:: Entries provided ::

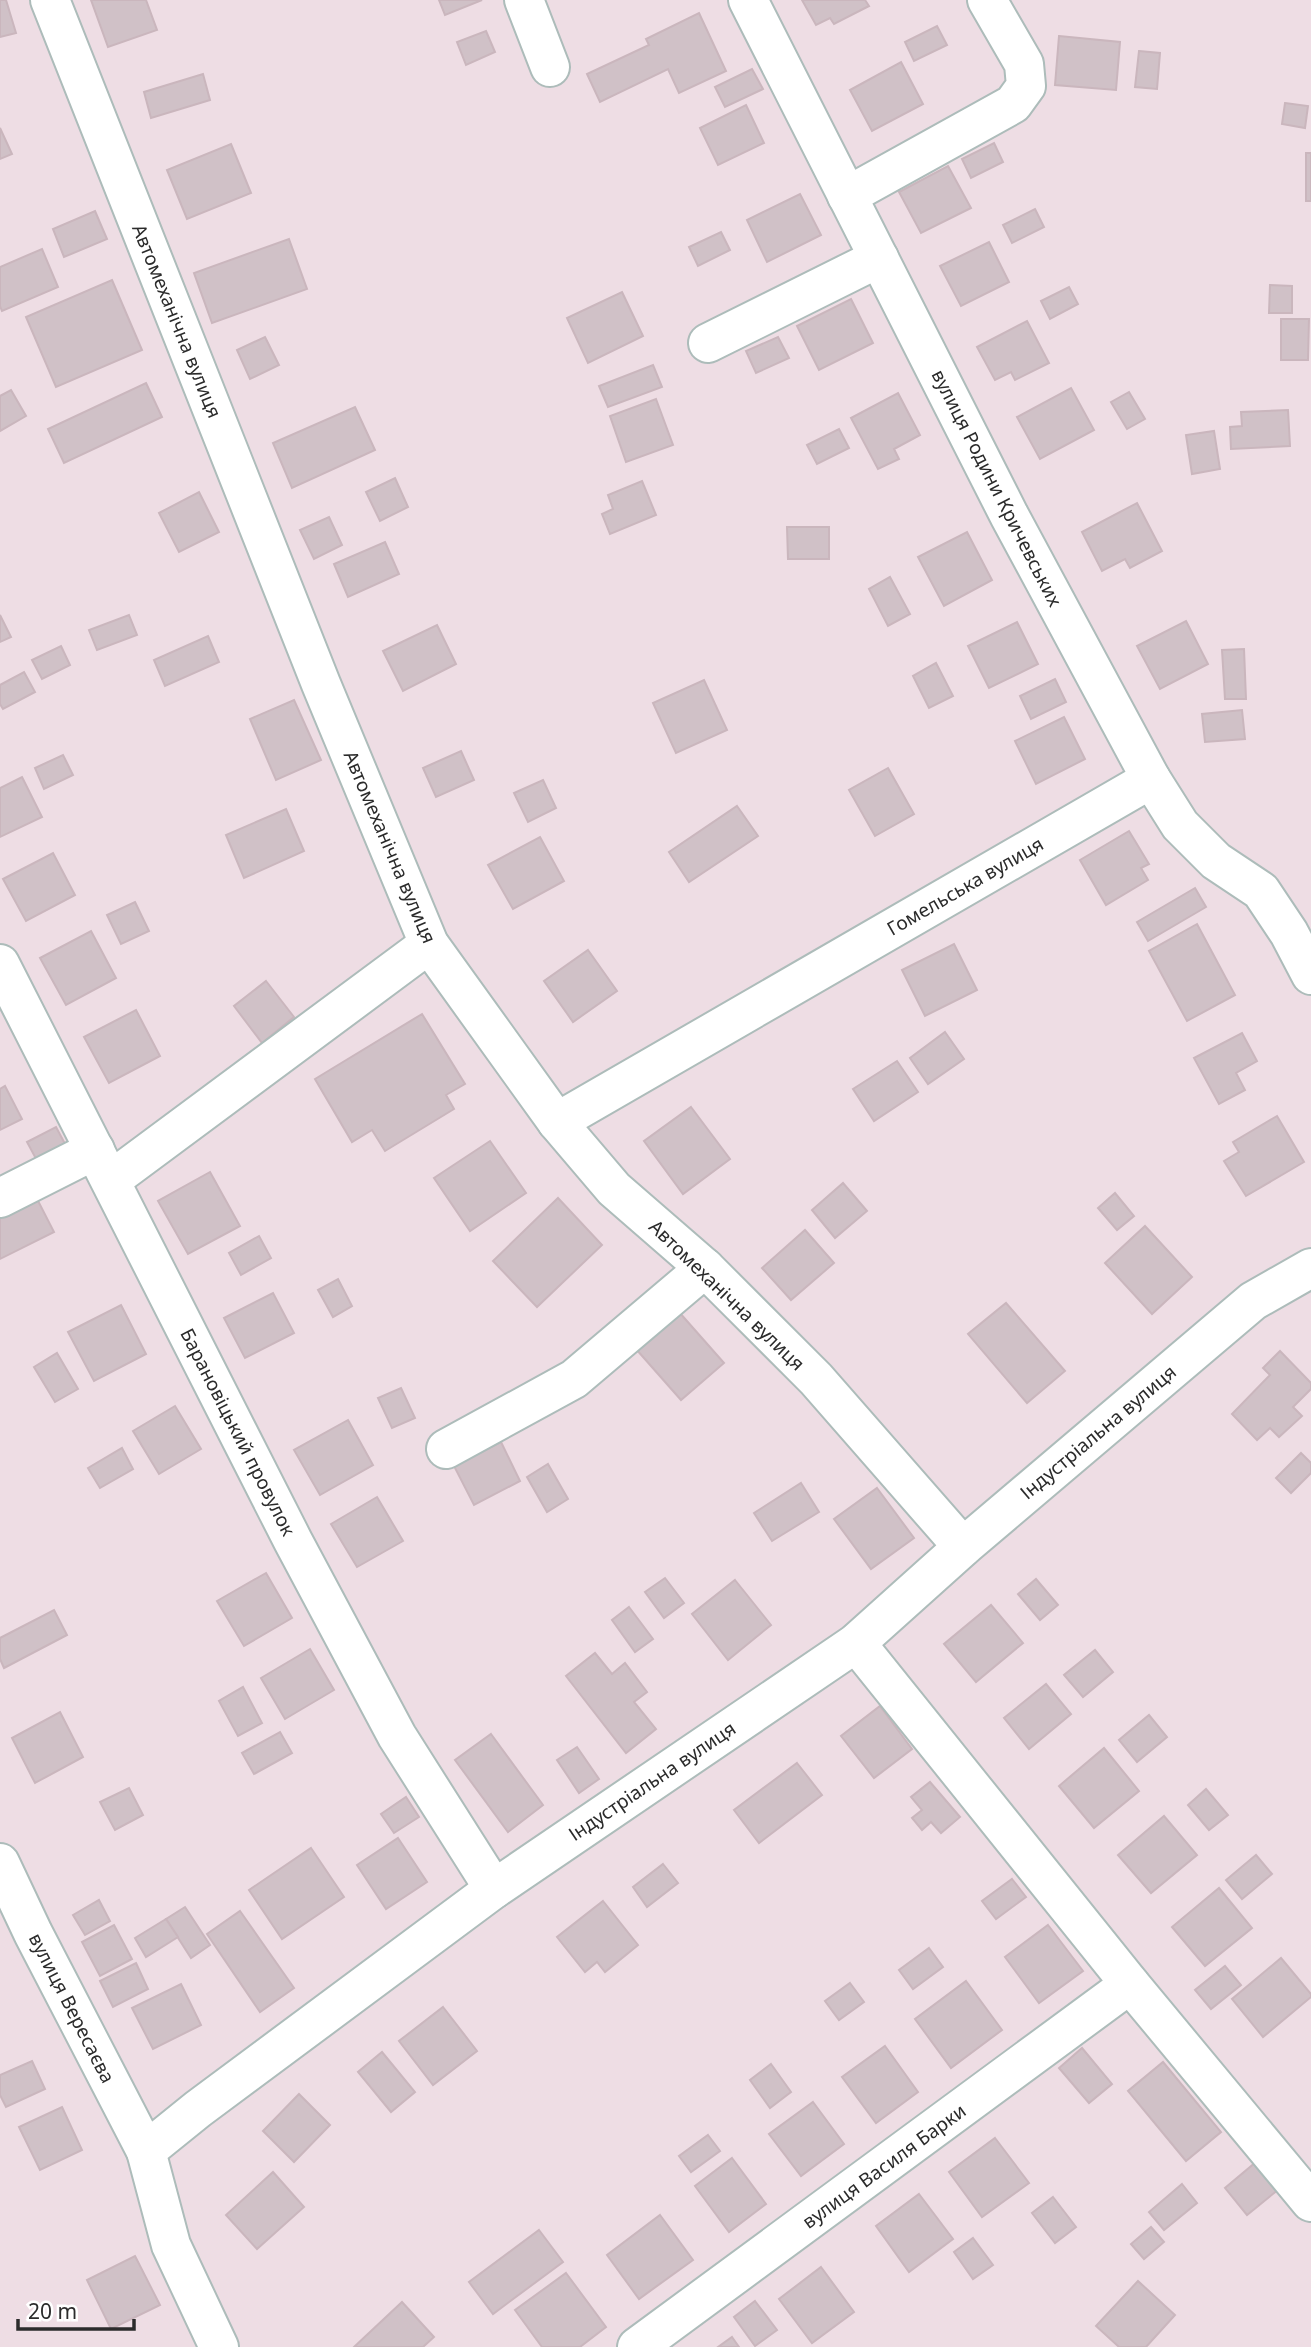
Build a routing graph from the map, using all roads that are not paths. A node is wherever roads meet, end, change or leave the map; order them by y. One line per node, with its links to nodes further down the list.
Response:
1 (50, 0): 10 (street, Автомеханічна вулиця)
2 (524, 0): 5 (street)
3 (748, 0): 6 (street, вулиця Родини Кричевських)
4 (987, 0): 6 (street)
5 (550, 66)
6 (847, 196): 7 (street, вулиця Родини Кричевських)
7 (879, 258): 8 (street); 9 (street, вулиця Родини Кричевських)
8 (708, 343)
9 (1151, 779): 12 (street); 13 (street, Гомельська вулиця)
10 (429, 944): 13 (street, Автомеханічна вулиця); 14 (street)
11 (0, 964): 14 (street, Барановіцький провулок)
12 (1311, 975)
13 (557, 1122): 16 (street, Автомеханічна вулиця)
14 (103, 1165): 15 (street); 22 (street, Барановіцький провулок)
15 (0, 1198)
16 (705, 1268): 18 (street); 19 (street, Автомеханічна вулиця)
17 (1311, 1268): 19 (street, Індустріальна вулиця)
18 (446, 1449)
19 (963, 1547): 20 (street, Індустріальна вулиця)
20 (856, 1643): 22 (street, Індустріальна вулиця); 23 (street)
21 (0, 1863): 24 (street, вулиця Вересаєва)
22 (494, 1889): 24 (street, Індустріальна вулиця)
23 (1130, 1984): 25 (street); 27 (street, вулиця Василя Барки)
24 (146, 2151): 26 (street)
25 (1311, 2202)
26 (219, 2347)
27 (637, 2347)

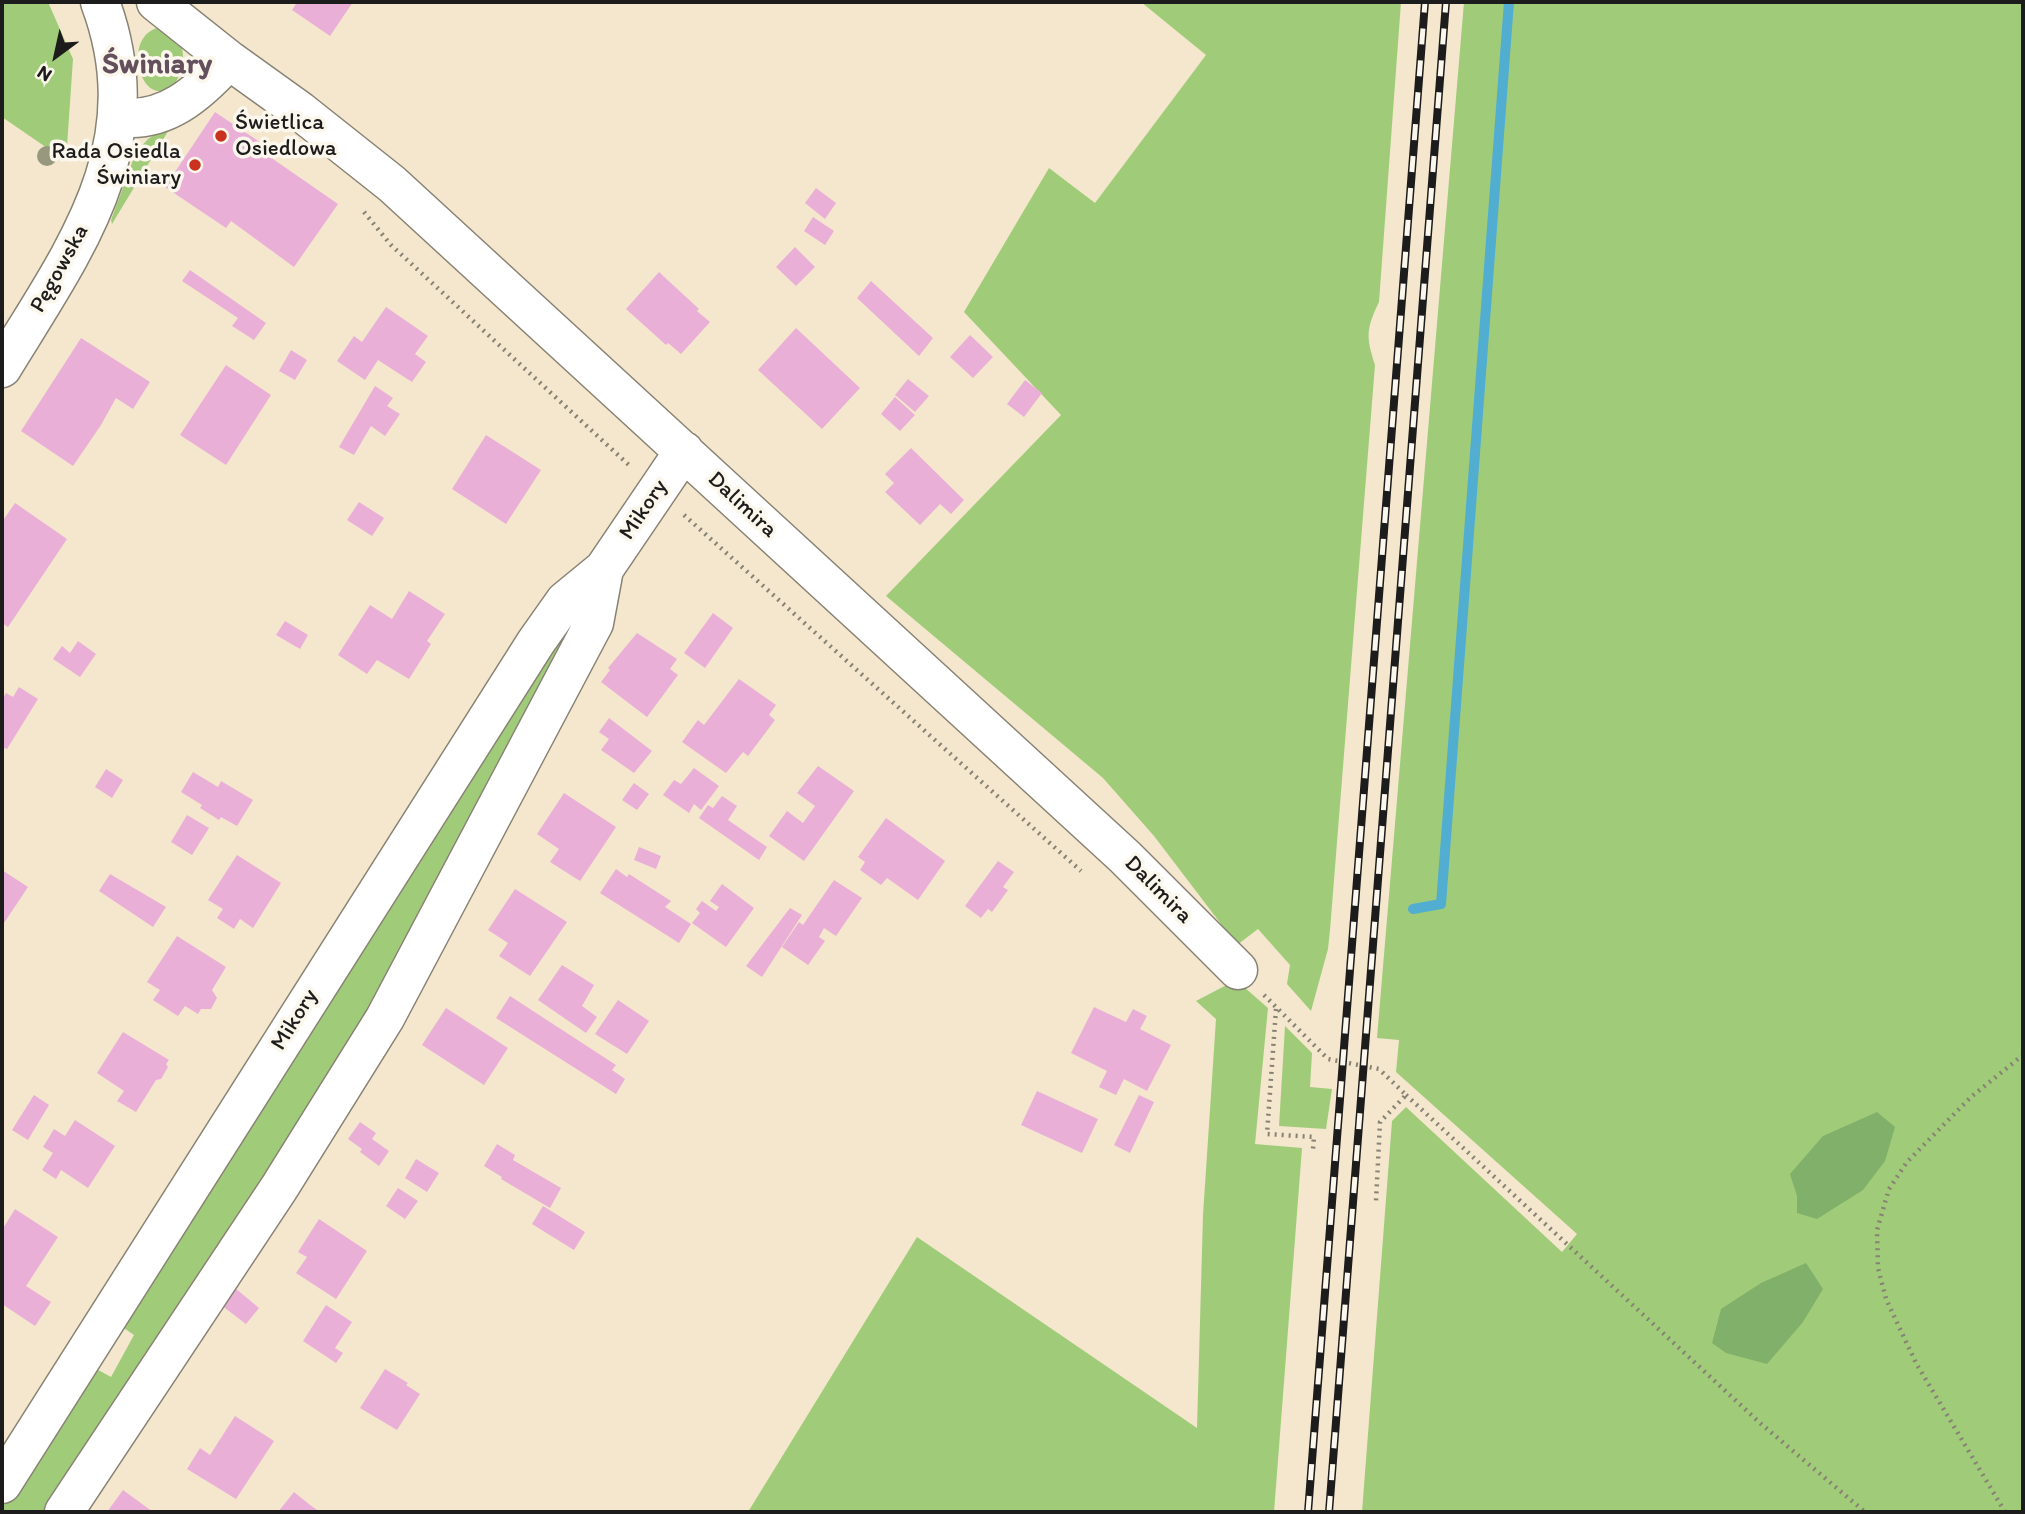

:::

Required action >> Every line of the data should be transcribed exactly. Omit the images.

Response below >>
Build a routing graph from the map, using all roads that are not paths. A node is wherever roads meet, end, change or leave the map; order them by y. One line per node, with its links to nodes further down the list.
Response:
1 (50, 0): 10 (street, Автомеханічна вулиця)
2 (524, 0): 5 (street)
3 (748, 0): 6 (street, вулиця Родини Кричевських)
4 (987, 0): 6 (street)
5 (550, 66)
6 (847, 196): 7 (street, вулиця Родини Кричевських)
7 (879, 258): 8 (street); 9 (street, вулиця Родини Кричевських)
8 (708, 343)
9 (1151, 779): 12 (street); 13 (street, Гомельська вулиця)
10 (429, 944): 13 (street, Автомеханічна вулиця); 14 (street)
11 (0, 964): 14 (street, Барановіцький провулок)
12 (1311, 975)
13 (557, 1122): 16 (street, Автомеханічна вулиця)
14 (103, 1165): 15 (street); 22 (street, Барановіцький провулок)
15 (0, 1198)
16 (705, 1268): 18 (street); 19 (street, Автомеханічна вулиця)
17 (1311, 1268): 19 (street, Індустріальна вулиця)
18 (446, 1449)
19 (963, 1547): 20 (street, Індустріальна вулиця)
20 (856, 1643): 22 (street, Індустріальна вулиця); 23 (street)
21 (0, 1863): 24 (street, вулиця Вересаєва)
22 (494, 1889): 24 (street, Індустріальна вулиця)
23 (1130, 1984): 25 (street); 27 (street, вулиця Василя Барки)
24 (146, 2151): 26 (street)
25 (1311, 2202)
26 (219, 2347)
27 (637, 2347)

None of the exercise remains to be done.